Il me dévisage, troublé. Je prends soin d'étudier la moindre de ses réactions, juste pour m'amuser.

— Donc toi aussi tu es une... ?

— Chasseuse de loup garou ? évidemment ! C'est pour ça que je vis avec des loups pour pouvoir mieux les tuer dans leur sommeil !

— Donc tu n'es pas une... ?

— Tu peux le dire tu sais « chasseuse de loup-garou », je n'en suis pas une, puisque je n'ai pas suivi l'entrainement adéquat. Ce qui ne m'a pas empêché à mon arrivé de menacer le père de Riley avec un couteau à beurre, terminé-je en faisant mine de le poignarder.
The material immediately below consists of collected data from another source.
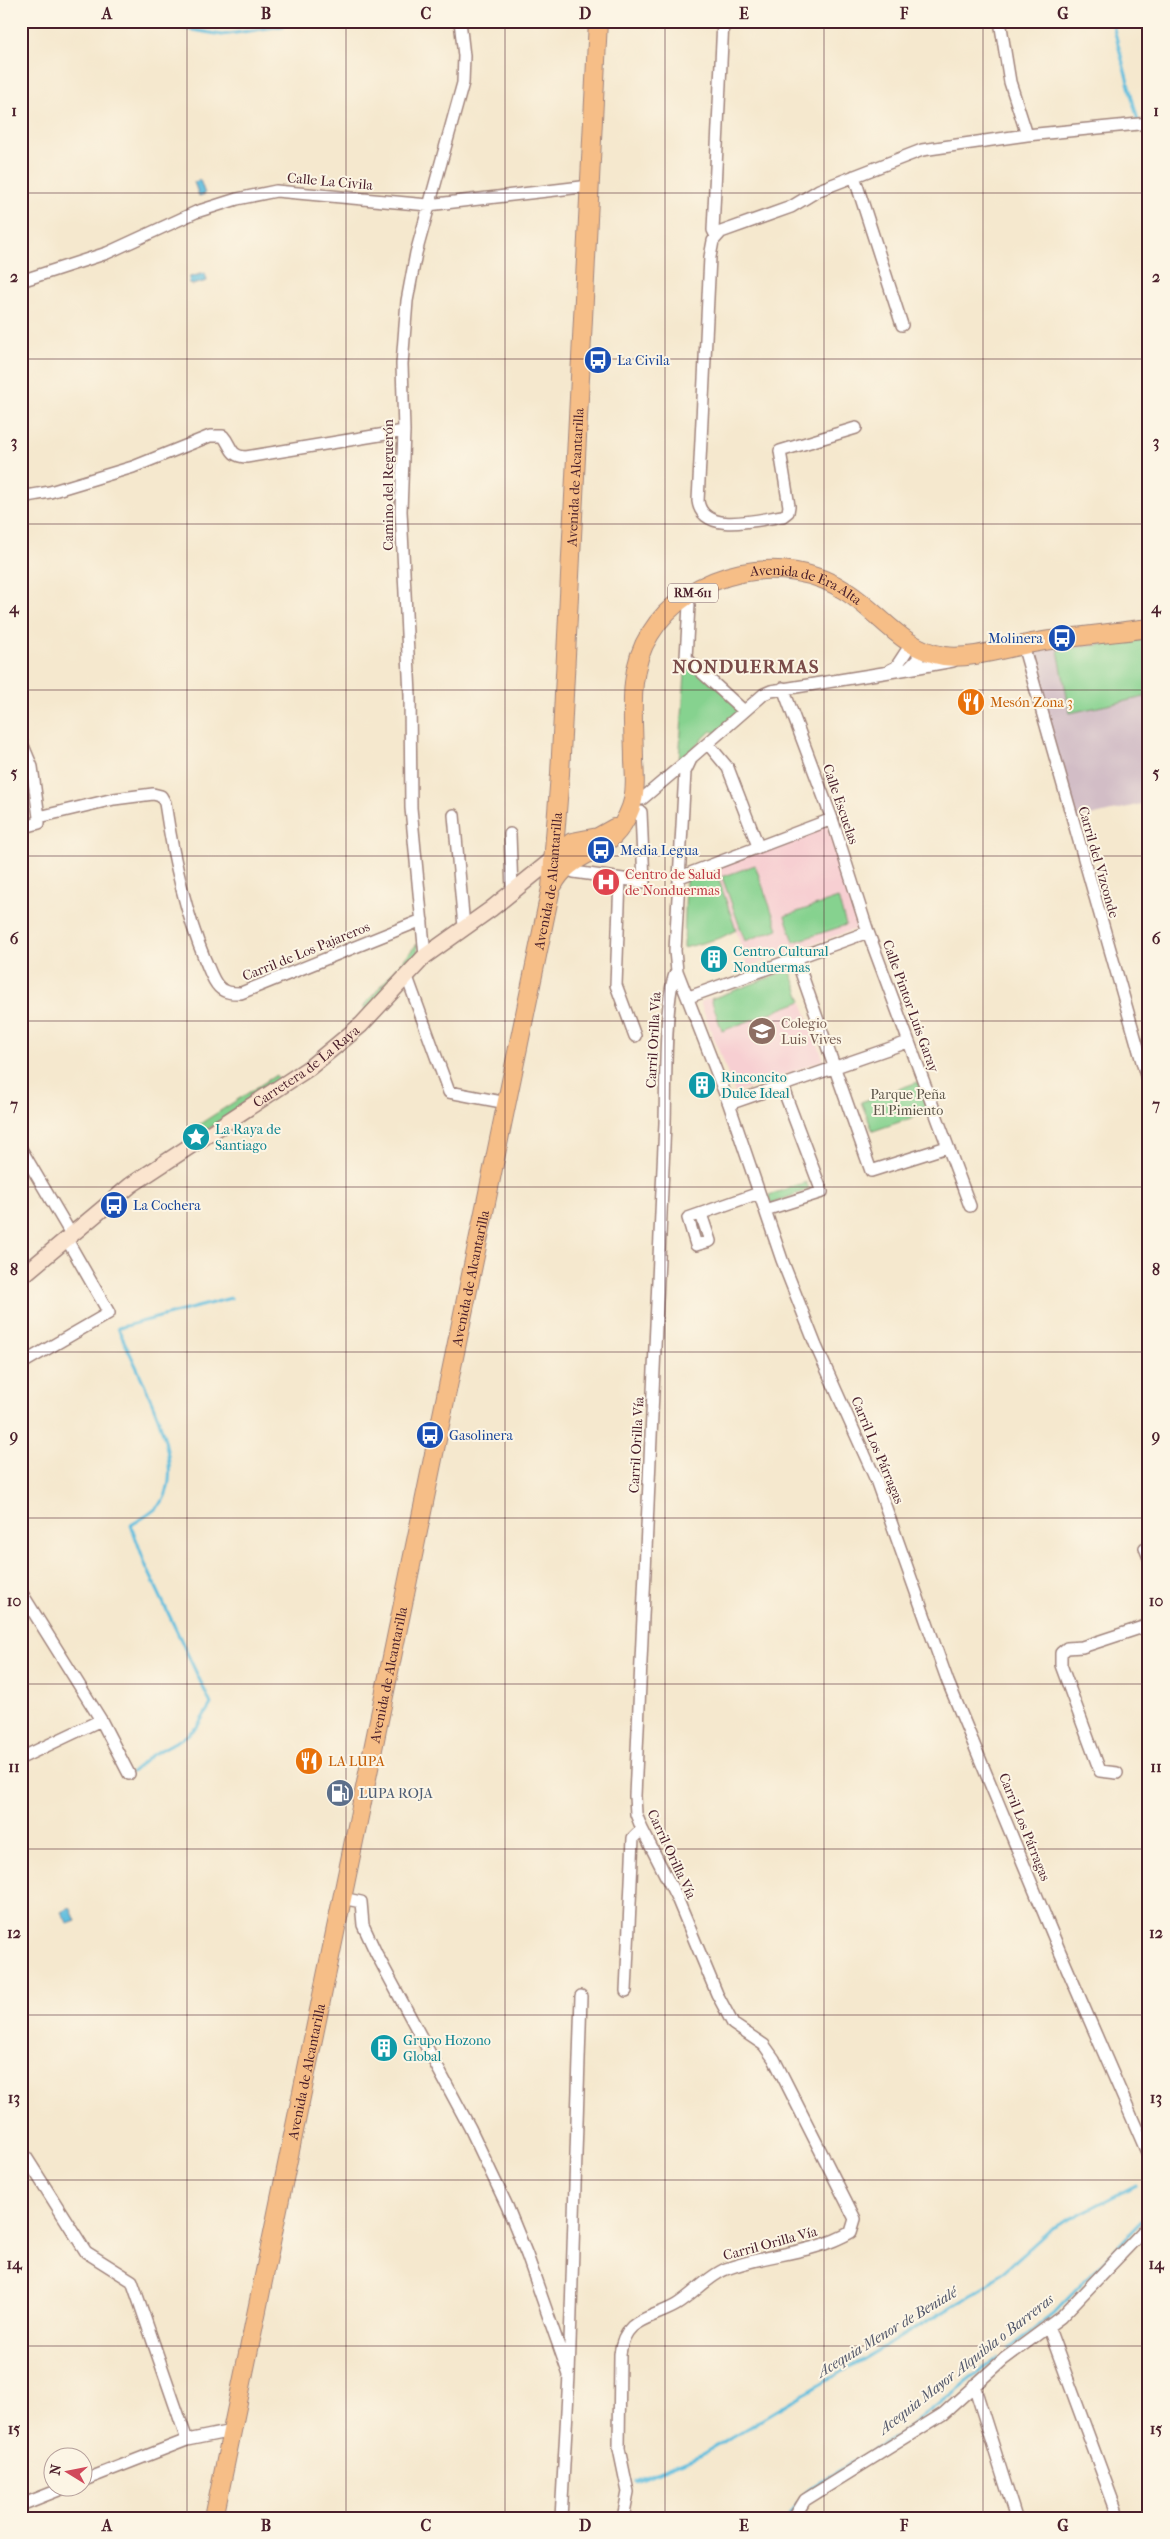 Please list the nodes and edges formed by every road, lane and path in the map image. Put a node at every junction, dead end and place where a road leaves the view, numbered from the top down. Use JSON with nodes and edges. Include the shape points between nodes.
{"nodes":[{"id":1,"x":460,"y":21,"type":"edge"},
{"id":2,"x":598,"y":21,"type":"edge"},
{"id":3,"x":724,"y":21,"type":"edge"},
{"id":4,"x":1000,"y":21,"type":"edge"},
{"id":5,"x":1142,"y":123,"type":"edge"},
{"id":6,"x":1027,"y":135,"type":"junction"},
{"id":7,"x":854,"y":176,"type":"junction"},
{"id":8,"x":590,"y":186,"type":"junction"},
{"id":9,"x":428,"y":205,"type":"junction"},
{"id":10,"x":716,"y":236,"type":"junction"},
{"id":11,"x":21,"y":281,"type":"edge"},
{"id":12,"x":902,"y":324,"type":"dead end"},
{"id":13,"x":856,"y":428,"type":"dead end"},
{"id":14,"x":404,"y":431,"type":"junction"},
{"id":15,"x":21,"y":497,"type":"edge"},
{"id":16,"x":689,"y":605,"type":"dead end"},
{"id":17,"x":1149,"y":628,"type":"edge"},
{"id":18,"x":1023,"y":645,"type":"junction"},
{"id":19,"x":915,"y":646,"type":"junction"},
{"id":20,"x":964,"y":655,"type":"junction"},
{"id":21,"x":908,"y":669,"type":"junction"},
{"id":22,"x":890,"y":670,"type":"junction"},
{"id":23,"x":783,"y":688,"type":"junction"},
{"id":24,"x":744,"y":711,"type":"junction"},
{"id":25,"x":21,"y":741,"type":"edge"},
{"id":26,"x":708,"y":744,"type":"junction"},
{"id":27,"x":692,"y":757,"type":"junction"},
{"id":28,"x":642,"y":799,"type":"dead end"},
{"id":29,"x":634,"y":813,"type":"junction"},
{"id":30,"x":558,"y":814,"type":"junction"},
{"id":31,"x":454,"y":815,"type":"dead end"},
{"id":32,"x":40,"y":817,"type":"junction"},
{"id":33,"x":832,"y":819,"type":"junction"},
{"id":34,"x":21,"y":828,"type":"edge"},
{"id":35,"x":510,"y":834,"type":"dead end"},
{"id":36,"x":577,"y":839,"type":"junction"},
{"id":37,"x":758,"y":846,"type":"junction"},
{"id":38,"x":566,"y":862,"type":"junction"},
{"id":39,"x":680,"y":877,"type":"junction"},
{"id":40,"x":620,"y":880,"type":"junction"},
{"id":41,"x":512,"y":891,"type":"junction"},
{"id":42,"x":422,"y":920,"type":"junction"},
{"id":43,"x":464,"y":927,"type":"junction"},
{"id":44,"x":868,"y":932,"type":"junction"},
{"id":45,"x":425,"y":956,"type":"junction"},
{"id":46,"x":796,"y":958,"type":"junction"},
{"id":47,"x":677,"y":970,"type":"junction"},
{"id":48,"x":406,"y":977,"type":"junction"},
{"id":49,"x":688,"y":997,"type":"junction"},
{"id":50,"x":634,"y":1036,"type":"dead end"},
{"id":51,"x":908,"y":1042,"type":"junction"},
{"id":52,"x":835,"y":1067,"type":"junction"},
{"id":53,"x":782,"y":1086,"type":"junction"},
{"id":54,"x":1149,"y":1086,"type":"edge"},
{"id":55,"x":507,"y":1103,"type":"junction"},
{"id":56,"x":729,"y":1104,"type":"junction"},
{"id":57,"x":947,"y":1147,"type":"junction"},
{"id":58,"x":21,"y":1149,"type":"edge"},
{"id":59,"x":759,"y":1193,"type":"junction"},
{"id":60,"x":970,"y":1206,"type":"dead end"},
{"id":61,"x":764,"y":1210,"type":"junction"},
{"id":62,"x":700,"y":1214,"type":"dead end"},
{"id":63,"x":68,"y":1236,"type":"junction"},
{"id":64,"x":21,"y":1277,"type":"edge"},
{"id":65,"x":21,"y":1364,"type":"edge"},
{"id":66,"x":21,"y":1592,"type":"edge"},
{"id":67,"x":1149,"y":1625,"type":"edge"},
{"id":68,"x":101,"y":1720,"type":"junction"},
{"id":69,"x":21,"y":1758,"type":"edge"},
{"id":70,"x":1117,"y":1773,"type":"dead end"},
{"id":71,"x":129,"y":1774,"type":"dead end"},
{"id":72,"x":642,"y":1830,"type":"junction"},
{"id":73,"x":342,"y":1898,"type":"junction"},
{"id":74,"x":626,"y":1991,"type":"dead end"},
{"id":75,"x":581,"y":1996,"type":"dead end"},
{"id":76,"x":21,"y":2148,"type":"edge"},
{"id":77,"x":1149,"y":2157,"type":"edge"},
{"id":78,"x":1149,"y":2225,"type":"edge"},
{"id":79,"x":1048,"y":2326,"type":"junction"},
{"id":80,"x":568,"y":2376,"type":"junction"},
{"id":81,"x":974,"y":2385,"type":"junction"},
{"id":82,"x":232,"y":2431,"type":"junction"},
{"id":83,"x":187,"y":2440,"type":"junction"},
{"id":84,"x":92,"y":2477,"type":"edge"},
{"id":85,"x":44,"y":2496,"type":"edge"},
{"id":86,"x":21,"y":2505,"type":"edge"},
{"id":87,"x":562,"y":2514,"type":"edge"},
{"id":88,"x":214,"y":2518,"type":"edge"},
{"id":89,"x":623,"y":2518,"type":"edge"},
{"id":90,"x":794,"y":2518,"type":"edge"},
{"id":91,"x":1016,"y":2518,"type":"edge"},
{"id":92,"x":1119,"y":2518,"type":"edge"}],
"edges":[{"from":1,"to":9,"type":"street","name":"Camino del Reguerón","via":[[463,83]]},
{"from":2,"to":8,"type":"main road","name":"Avenida de Alcantarilla"},
{"from":3,"to":10,"type":"street","via":[[713,230]]},
{"from":4,"to":6,"type":"street","via":[[1010,82]]},
{"from":5,"to":6,"type":"street"},
{"from":6,"to":7,"type":"street","via":[[922,150]]},
{"from":7,"to":10,"type":"street","via":[[791,207],[732,227]]},
{"from":7,"to":12,"type":"street"},
{"from":8,"to":9,"type":"street","name":"Calle La Civila"},
{"from":8,"to":30,"type":"main road","name":"Avenida de Alcantarilla"},
{"from":9,"to":11,"type":"street","name":"Calle La Civila","via":[[276,191],[196,212],[107,254]]},
{"from":9,"to":14,"type":"street","name":"Camino del Reguerón","via":[[407,300],[402,364]]},
{"from":10,"to":13,"type":"street","via":[[710,257],[700,511],[712,522],[721,523],[783,516],[789,506],[780,451]]},
{"from":14,"to":15,"type":"street","via":[[246,457],[231,452],[223,436],[210,436],[124,470],[50,492]]},
{"from":14,"to":42,"type":"street","name":"Camino del Reguerón","via":[[401,511],[410,695],[411,808]]},
{"from":16,"to":24,"type":"street","via":[[686,658]]},
{"from":17,"to":18,"type":"main road","name":"Avenida de Era Alta","number":"RM-611"},
{"from":18,"to":20,"type":"main road","name":"Avenida de Era Alta","number":"RM-611"},
{"from":18,"to":54,"type":"street","name":"Carril del Vizconde"},
{"from":19,"to":20,"type":"main road","name":"Avenida de Era Alta","number":"RM-611","via":[[944,656]]},
{"from":19,"to":21,"type":"street","via":[[918,659]]},
{"from":19,"to":22,"type":"street"},
{"from":19,"to":29,"type":"main road","name":"Avenida de Era Alta","number":"RM-611","via":[[892,631],[849,593],[814,577],[756,570],[704,585],[658,622],[640,656],[634,689]]},
{"from":20,"to":21,"type":"street","via":[[949,662]]},
{"from":21,"to":22,"type":"street"},
{"from":22,"to":23,"type":"street"},
{"from":23,"to":24,"type":"street","via":[[764,694]]},
{"from":23,"to":33,"type":"street","name":"Calle Escuelas"},
{"from":24,"to":26,"type":"street"},
{"from":25,"to":32,"type":"street","via":[[32,766]]},
{"from":26,"to":27,"type":"street"},
{"from":26,"to":37,"type":"street","via":[[728,768]]},
{"from":27,"to":28,"type":"street"},
{"from":27,"to":39,"type":"street","name":"Carril Los Párragas","via":[[685,772]]},
{"from":29,"to":36,"type":"main road","via":[[604,835]]},
{"from":29,"to":38,"type":"main road","name":"Avenida de Era Alta","number":"RM-611","via":[[610,841]]},
{"from":29,"to":40,"type":"street","via":[[644,882]]},
{"from":30,"to":36,"type":"main road","via":[[566,832]]},
{"from":30,"to":38,"type":"main road","name":"Avenida de Alcantarilla"},
{"from":31,"to":43,"type":"street"},
{"from":32,"to":34,"type":"street","name":"Carril de Los Pajareros","via":[[39,823]]},
{"from":32,"to":42,"type":"street","name":"Carril de Los Pajareros","via":[[114,799],[153,794],[161,796],[176,870],[199,944],[214,979],[229,993],[240,993]]},
{"from":33,"to":37,"type":"street"},
{"from":33,"to":44,"type":"street","name":"Calle Escuelas"},
{"from":35,"to":41,"type":"street"},
{"from":36,"to":38,"type":"main road"},
{"from":36,"to":38,"type":"street","via":[[584,848]]},
{"from":37,"to":39,"type":"street"},
{"from":38,"to":40,"type":"street","via":[[574,872]]},
{"from":38,"to":41,"type":"main road","name":"Carretera de La Raya"},
{"from":38,"to":55,"type":"main road","name":"Avenida de Alcantarilla","via":[[551,888]]},
{"from":39,"to":47,"type":"street","name":"Carril Los Párragas","via":[[675,951]]},
{"from":40,"to":50,"type":"street","via":[[616,985]]},
{"from":41,"to":43,"type":"main road","name":"Carretera de La Raya"},
{"from":42,"to":45,"type":"street","name":"Camino del Reguerón"},
{"from":43,"to":45,"type":"main road","name":"Carretera de La Raya"},
{"from":44,"to":46,"type":"street"},
{"from":44,"to":51,"type":"street","name":"Calle Pintor Luis Garay"},
{"from":45,"to":48,"type":"main road","name":"Carretera de La Raya"},
{"from":46,"to":49,"type":"street"},
{"from":46,"to":52,"type":"street"},
{"from":47,"to":49,"type":"street","name":"Carril Los Párragas"},
{"from":47,"to":72,"type":"street","name":"Carril Orilla Vía","via":[[671,985],[668,1035],[634,1796]]},
{"from":48,"to":55,"type":"street","via":[[449,1092]]},
{"from":48,"to":63,"type":"main road","name":"Carretera de La Raya","via":[[361,1025],[309,1068],[131,1185]]},
{"from":49,"to":56,"type":"street","name":"Carril Los Párragas"},
{"from":51,"to":52,"type":"street"},
{"from":51,"to":57,"type":"street","name":"Calle Pintor Luis Garay"},
{"from":52,"to":53,"type":"street"},
{"from":52,"to":57,"type":"street","via":[[871,1171]]},
{"from":53,"to":56,"type":"street"},
{"from":53,"to":61,"type":"street","via":[[822,1192]]},
{"from":55,"to":73,"type":"main road","name":"Avenida de Alcantarilla"},
{"from":56,"to":59,"type":"street","name":"Carril Los Párragas"},
{"from":57,"to":60,"type":"street","name":"Calle Pintor Luis Garay"},
{"from":58,"to":63,"type":"street"},
{"from":59,"to":61,"type":"street","name":"Carril Los Párragas"},
{"from":59,"to":62,"type":"street"},
{"from":61,"to":77,"type":"street","name":"Carril Los Párragas","via":[[816,1346],[876,1480],[948,1682]]},
{"from":63,"to":64,"type":"main road","name":"Carretera de La Raya"},
{"from":63,"to":65,"type":"street","via":[[109,1313]]},
{"from":66,"to":68,"type":"street"},
{"from":67,"to":70,"type":"street","via":[[1067,1648],[1061,1653],[1061,1665],[1100,1771]]},
{"from":68,"to":69,"type":"street"},
{"from":68,"to":71,"type":"street"},
{"from":72,"to":74,"type":"street","via":[[633,1838]]},
{"from":72,"to":89,"type":"street","name":"Carril Orilla Vía","via":[[677,1898],[733,2024],[764,2045],[774,2059],[855,2219],[851,2232],[808,2251],[779,2254],[724,2269],[676,2305],[630,2328],[622,2341],[620,2354],[619,2448],[628,2492]]},
{"from":73,"to":80,"type":"street","via":[[361,1902],[363,1925],[376,1953],[470,2128],[524,2246]]},
{"from":73,"to":82,"type":"main road","name":"Avenida de Alcantarilla"},
{"from":75,"to":80,"type":"street"},
{"from":76,"to":83,"type":"street","via":[[86,2252],[132,2281]]},
{"from":78,"to":79,"type":"street"},
{"from":79,"to":81,"type":"street"},
{"from":79,"to":92,"type":"street"},
{"from":80,"to":87,"type":"street"},
{"from":81,"to":90,"type":"street","via":[[943,2414],[805,2500]]},
{"from":81,"to":91,"type":"street"},
{"from":82,"to":83,"type":"street"},
{"from":82,"to":88,"type":"main road","name":"Avenida de Alcantarilla"},
{"from":83,"to":84,"type":"street"},
{"from":85,"to":86,"type":"street"}]}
J'examine son visage se crisper dans un rictus de rire incontrôlable qui me contamine bien assez tôt.

— Comment a réagi le père de Riley ?

— Il m'a demandé pourquoi je faisais ça, je lui ai répondu, il m'a montré comment mieux tenir mon couteau et m'a dit de l'attaquer à nouveau. Je l'ai fait, il a bloqué mon attaque, il m'a dit de recommencer mais je me suis mise à pleurer, il m'a pris dans ses bras et m'a ramené à l'orphelinat, deux jours plus tard il m'avait plus ou moins adopté.

Un léger blanc s'installe après cette révélation, je ne me sens pas gênée de lui révéler des parties de mon passé, c'est presque facile avec Aiden de se confier. J'omets certain détail, il n'a pas besoin de tout savoir, seulement l'essentiel.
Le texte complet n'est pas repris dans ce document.